(Human pose keypoint data)
....
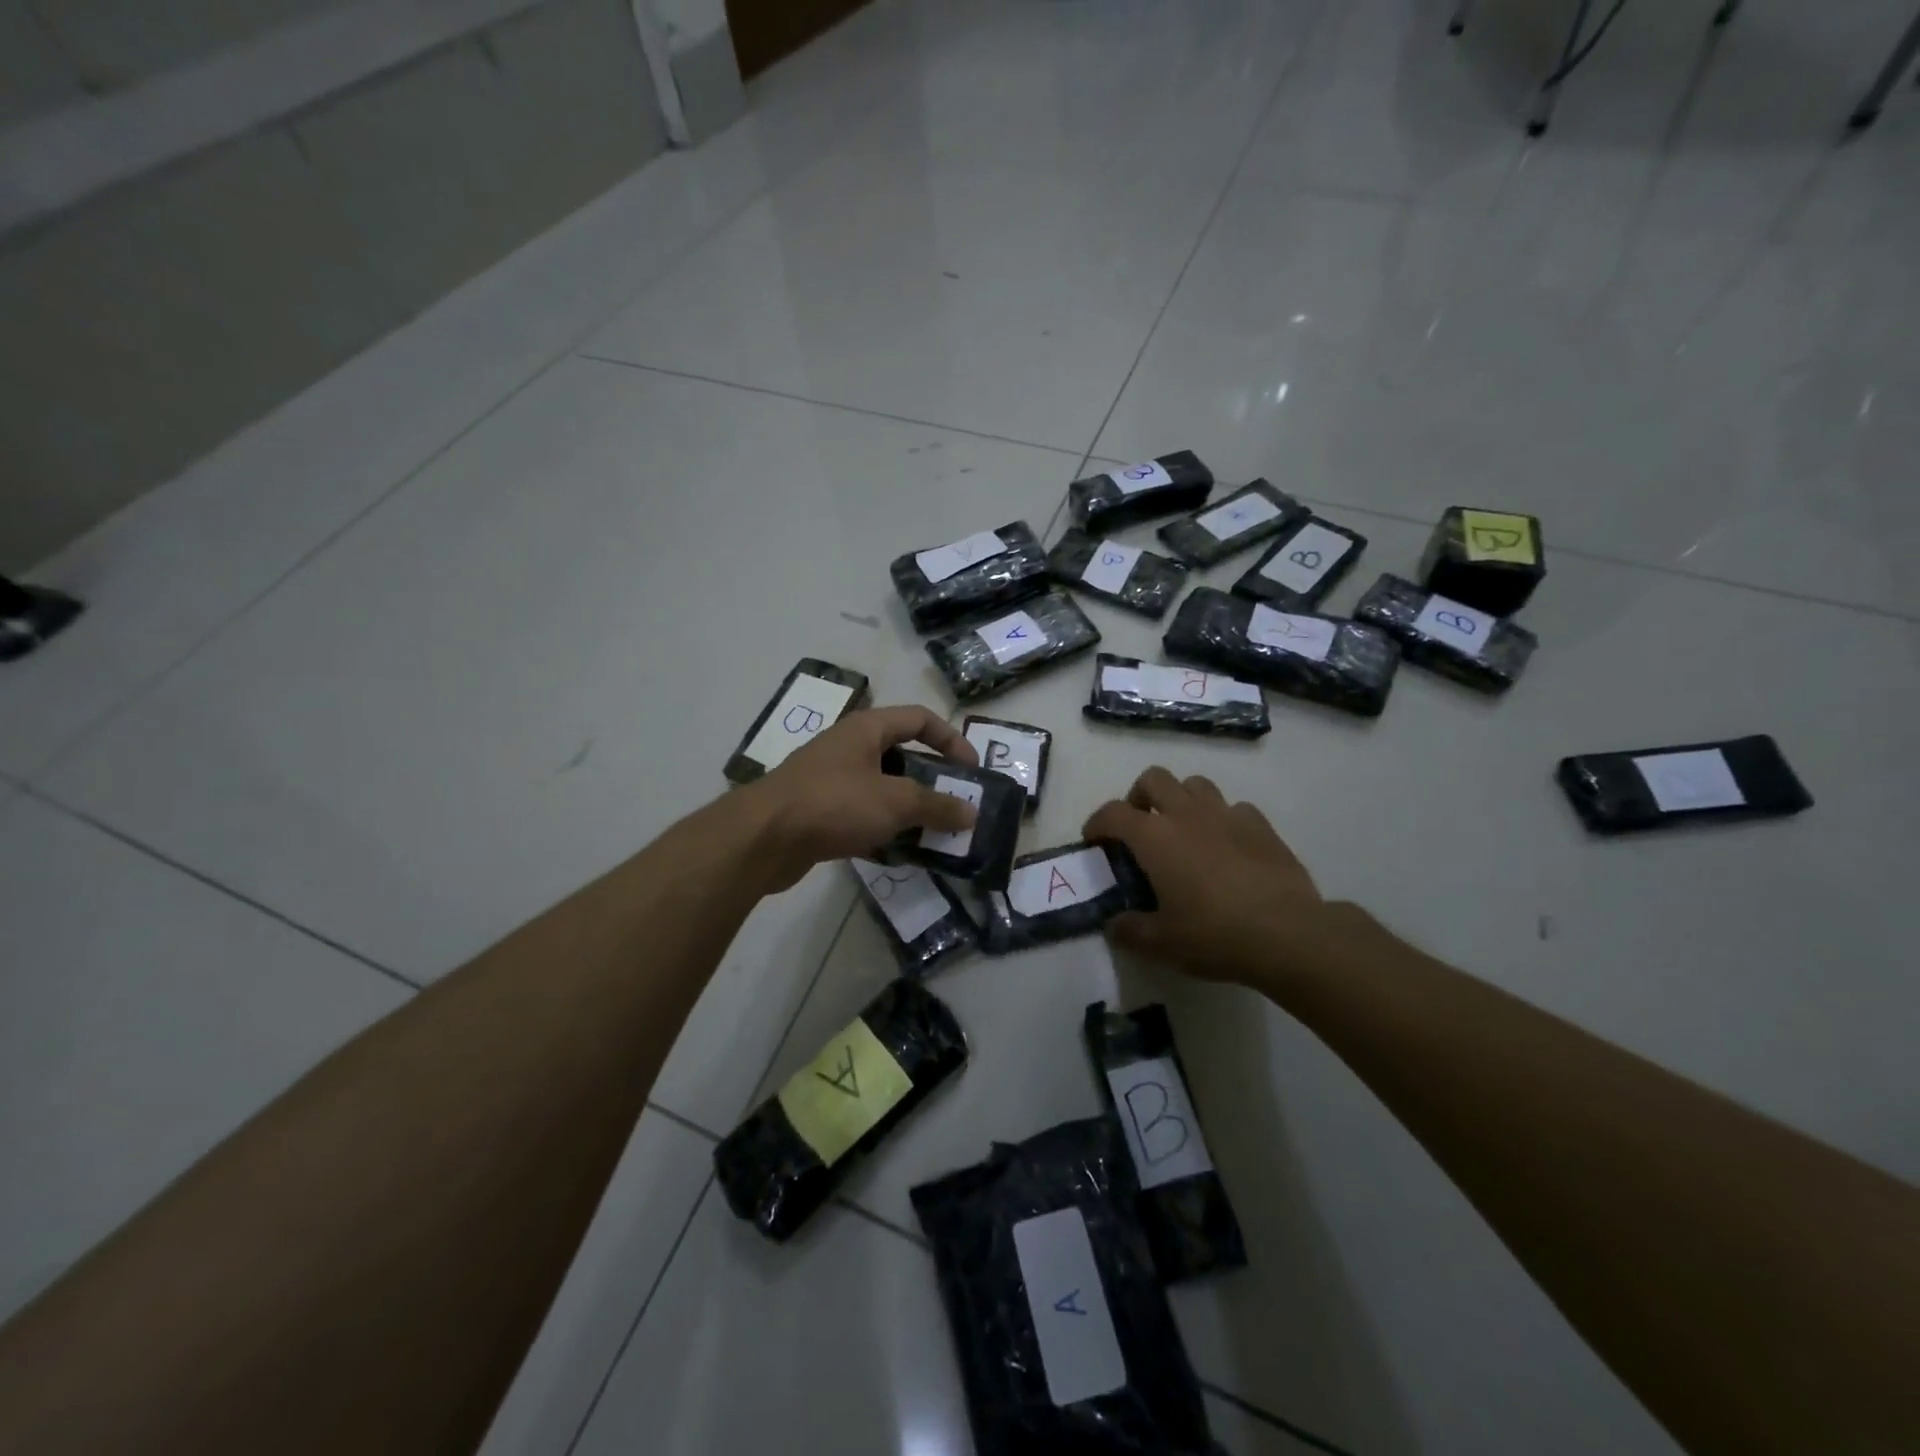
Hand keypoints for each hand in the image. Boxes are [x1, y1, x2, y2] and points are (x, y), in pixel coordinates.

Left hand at [742, 705, 978, 891]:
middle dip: (933, 781)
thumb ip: (937, 805)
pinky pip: (863, 815)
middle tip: (957, 807)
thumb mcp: (894, 801)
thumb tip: (972, 812)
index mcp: (867, 729)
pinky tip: (901, 853)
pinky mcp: (820, 812)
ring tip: (935, 834)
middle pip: (902, 756)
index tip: (972, 771)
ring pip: (883, 789)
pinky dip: (885, 830)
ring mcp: (832, 780)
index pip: (920, 719)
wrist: (763, 839)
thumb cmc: (834, 803)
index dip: (951, 739)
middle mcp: (849, 748)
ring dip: (910, 810)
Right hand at [1084, 766, 1331, 985]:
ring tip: (1183, 831)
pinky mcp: (1261, 825)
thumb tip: (1113, 926)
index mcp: (1154, 837)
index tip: (1094, 842)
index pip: (1112, 813)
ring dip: (1181, 800)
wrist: (1288, 934)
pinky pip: (1233, 808)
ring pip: (1195, 784)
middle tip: (1140, 827)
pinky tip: (1226, 846)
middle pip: (1153, 779)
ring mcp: (1226, 814)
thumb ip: (1129, 931)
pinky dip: (1222, 819)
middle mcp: (1186, 814)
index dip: (1097, 823)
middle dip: (1139, 796)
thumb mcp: (1161, 944)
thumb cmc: (1214, 935)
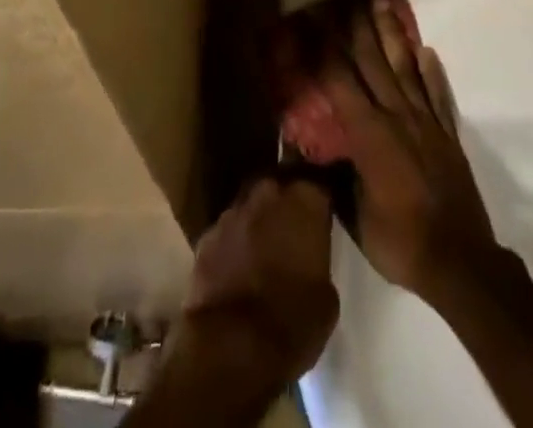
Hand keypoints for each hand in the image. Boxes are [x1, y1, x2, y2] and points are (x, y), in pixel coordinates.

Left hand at [176, 177, 339, 393]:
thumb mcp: (327, 298)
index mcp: (304, 201)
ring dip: (256, 225)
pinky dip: (232, 246)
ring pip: (250, 209)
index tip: (320, 219)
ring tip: (261, 255)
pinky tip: (235, 271)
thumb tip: (309, 261)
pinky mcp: (206, 236)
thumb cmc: (292, 322)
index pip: (317, 186)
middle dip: (284, 207)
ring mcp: (232, 212)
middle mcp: (268, 193)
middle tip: (290, 235)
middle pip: (279, 189)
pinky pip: (226, 234)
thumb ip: (318, 262)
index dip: (318, 204)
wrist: (231, 346)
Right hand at [321, 0, 506, 310]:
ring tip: (382, 4)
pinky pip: (437, 94)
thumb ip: (333, 179)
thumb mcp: (354, 216)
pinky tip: (426, 51)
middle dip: (356, 28)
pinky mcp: (447, 134)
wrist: (461, 262)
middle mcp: (396, 116)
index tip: (312, 21)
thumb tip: (306, 157)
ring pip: (405, 68)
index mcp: (369, 134)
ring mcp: (425, 122)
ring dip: (392, 34)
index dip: (324, 49)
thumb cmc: (400, 242)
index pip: (340, 81)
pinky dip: (431, 71)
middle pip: (372, 62)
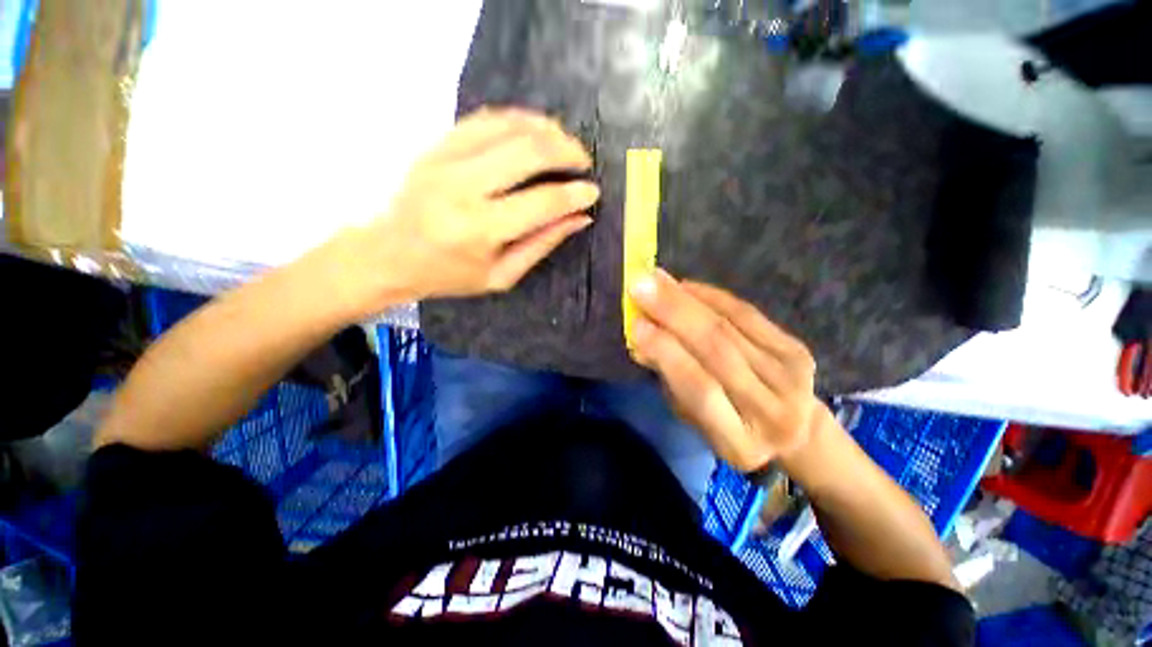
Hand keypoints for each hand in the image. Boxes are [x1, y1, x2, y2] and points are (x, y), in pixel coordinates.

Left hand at [325, 107, 600, 313]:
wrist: (387, 255)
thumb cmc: (448, 275)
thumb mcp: (501, 276)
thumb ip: (542, 244)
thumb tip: (580, 217)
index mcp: (481, 230)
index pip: (543, 202)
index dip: (575, 194)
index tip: (592, 191)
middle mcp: (464, 188)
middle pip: (528, 152)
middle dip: (567, 151)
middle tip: (583, 161)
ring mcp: (445, 160)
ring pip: (508, 126)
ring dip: (545, 129)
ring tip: (564, 143)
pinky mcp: (436, 145)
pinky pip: (483, 119)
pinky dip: (516, 119)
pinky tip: (533, 129)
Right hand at [628, 269, 830, 472]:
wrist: (796, 430)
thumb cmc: (730, 429)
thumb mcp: (693, 418)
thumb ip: (669, 379)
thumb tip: (640, 339)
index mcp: (738, 440)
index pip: (699, 388)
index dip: (667, 352)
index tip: (636, 324)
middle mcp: (769, 408)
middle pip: (717, 349)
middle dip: (673, 313)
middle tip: (641, 286)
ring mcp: (789, 375)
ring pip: (730, 326)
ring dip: (688, 298)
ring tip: (657, 279)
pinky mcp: (797, 349)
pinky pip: (747, 313)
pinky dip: (713, 296)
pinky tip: (686, 286)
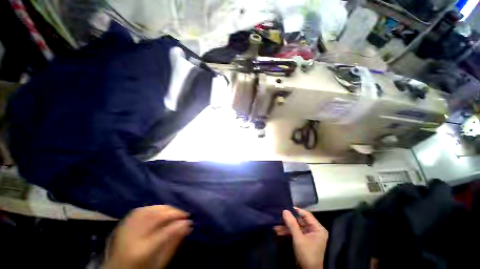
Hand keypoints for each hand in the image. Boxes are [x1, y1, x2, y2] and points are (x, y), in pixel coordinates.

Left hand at [103, 205, 191, 268]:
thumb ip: (173, 245)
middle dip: (174, 213)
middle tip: (184, 215)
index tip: (189, 221)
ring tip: (175, 212)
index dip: (179, 224)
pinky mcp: (122, 223)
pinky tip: (161, 210)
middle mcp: (132, 237)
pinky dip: (154, 207)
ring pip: (149, 210)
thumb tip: (187, 226)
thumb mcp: (159, 264)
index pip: (165, 232)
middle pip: (157, 217)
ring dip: (166, 208)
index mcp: (141, 252)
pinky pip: (141, 209)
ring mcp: (125, 228)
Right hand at [275, 208, 327, 268]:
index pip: (307, 215)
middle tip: (279, 215)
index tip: (286, 206)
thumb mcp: (298, 238)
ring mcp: (309, 235)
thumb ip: (292, 224)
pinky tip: (278, 231)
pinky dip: (288, 232)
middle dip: (289, 219)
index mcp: (318, 228)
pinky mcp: (303, 240)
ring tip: (276, 224)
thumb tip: (285, 210)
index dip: (296, 210)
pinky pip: (295, 232)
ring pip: (296, 226)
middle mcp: (314, 230)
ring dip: (286, 226)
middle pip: (300, 220)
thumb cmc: (307, 254)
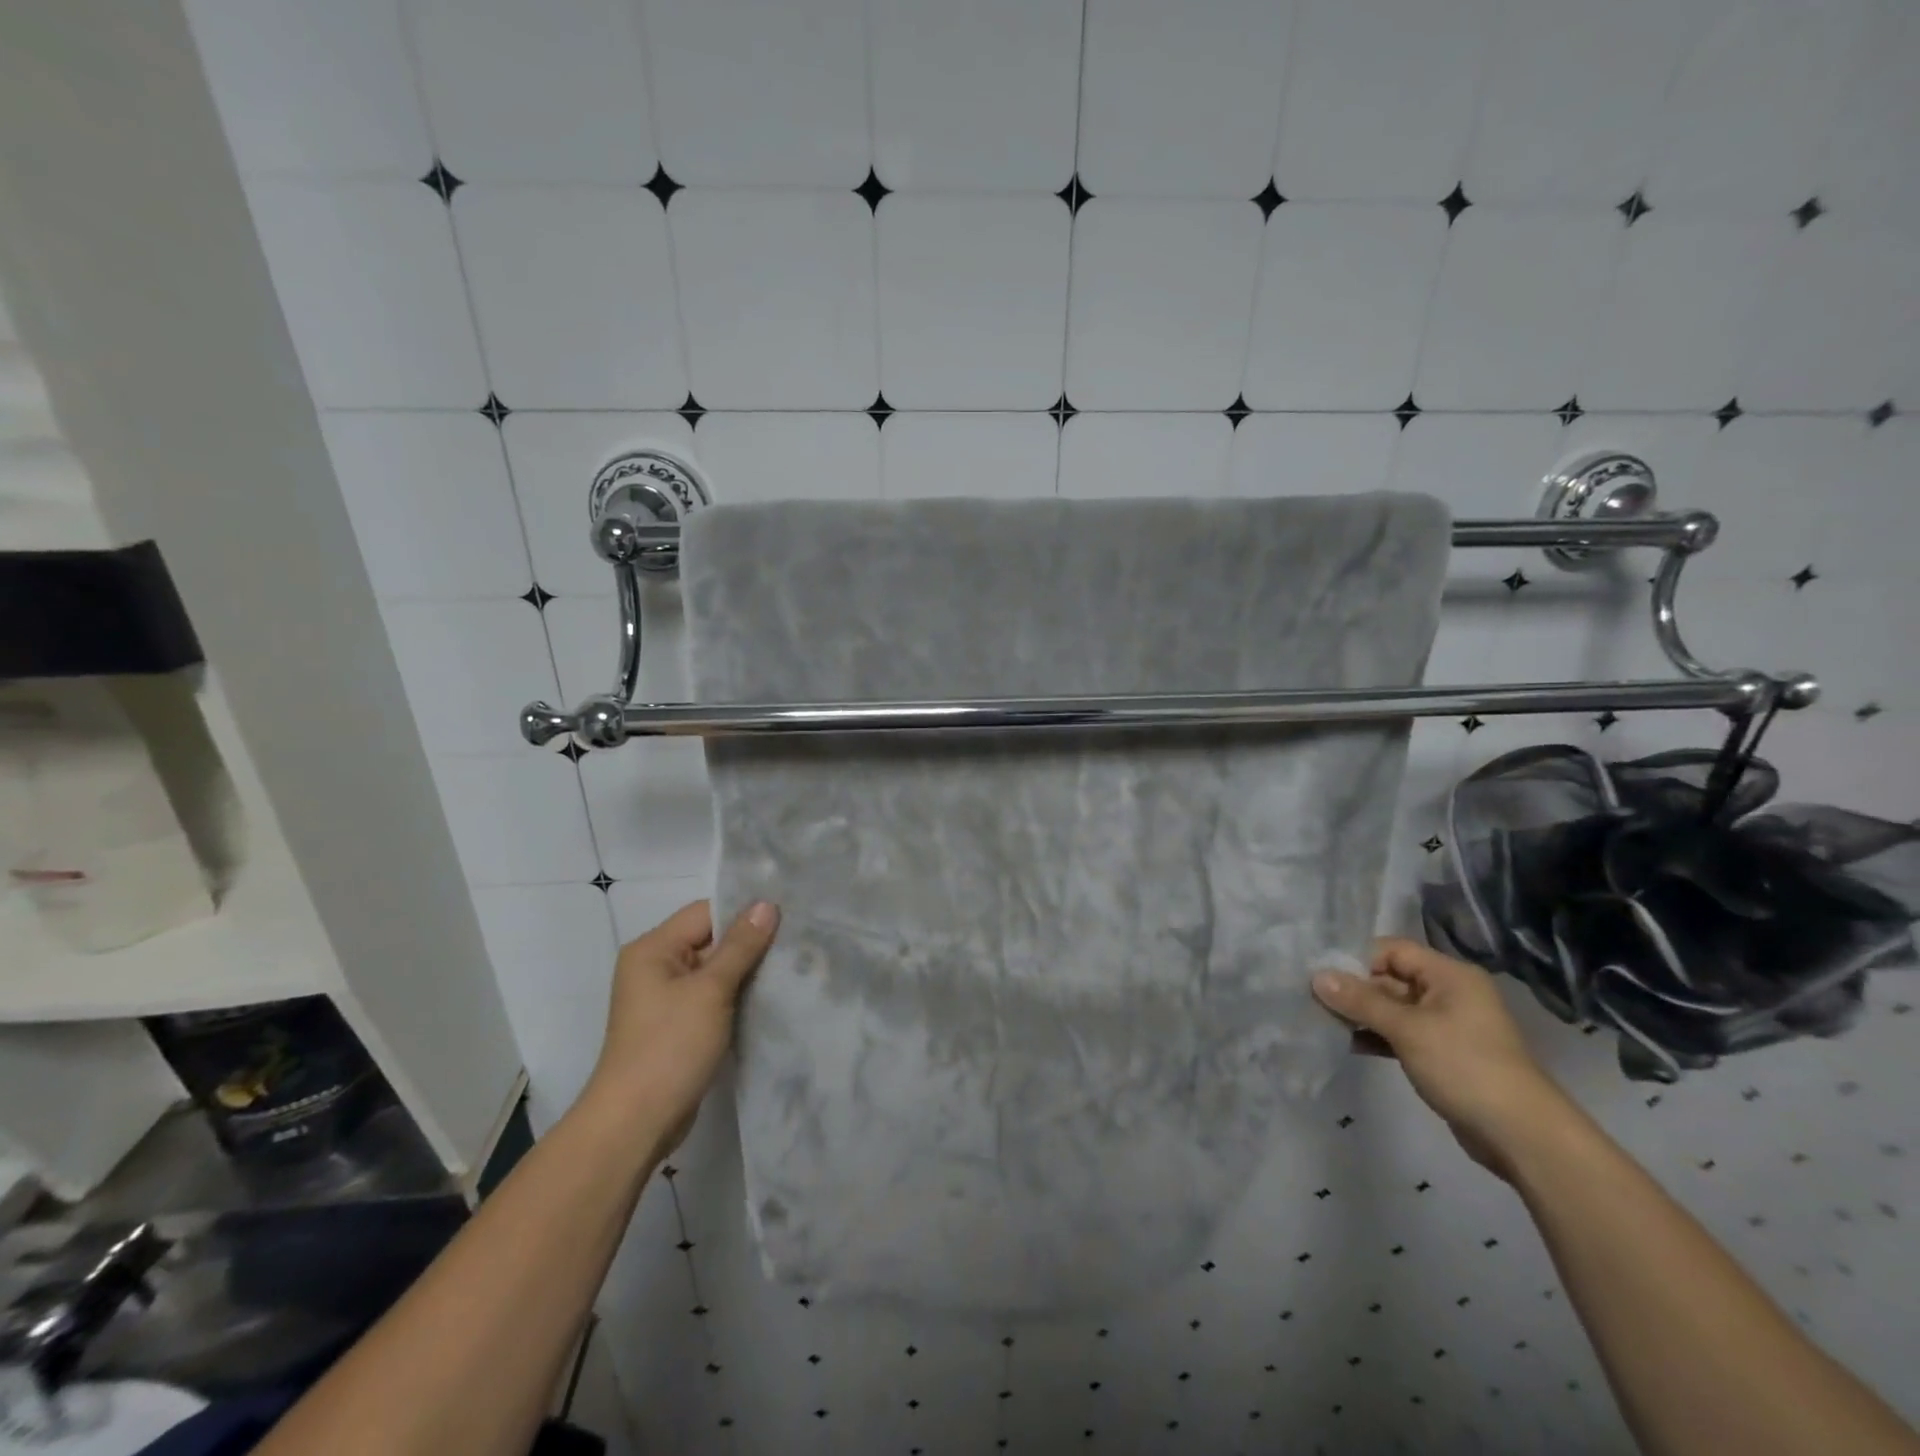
....
Work order: Only one stretch of the records above is wanted: the lines between the one holding "pinky tip: (235, 271)" and the one holding "index dip: (318, 204)", inclusive, reproduced exactly.

Exercise output:
pinky tip: (235, 271)
thumb tip: (309, 261)
pinky mcp: (206, 236)
thumb cmc: (292, 322)
index pip: (317, 186)
middle dip: (284, 207)
ring mcp: (232, 212)
middle mcp: (268, 193)
middle tip: (290, 235)
middle pip: (279, 189)
pinky pip: (226, 234)
thumb ip: (318, 262)
index dip: (318, 204)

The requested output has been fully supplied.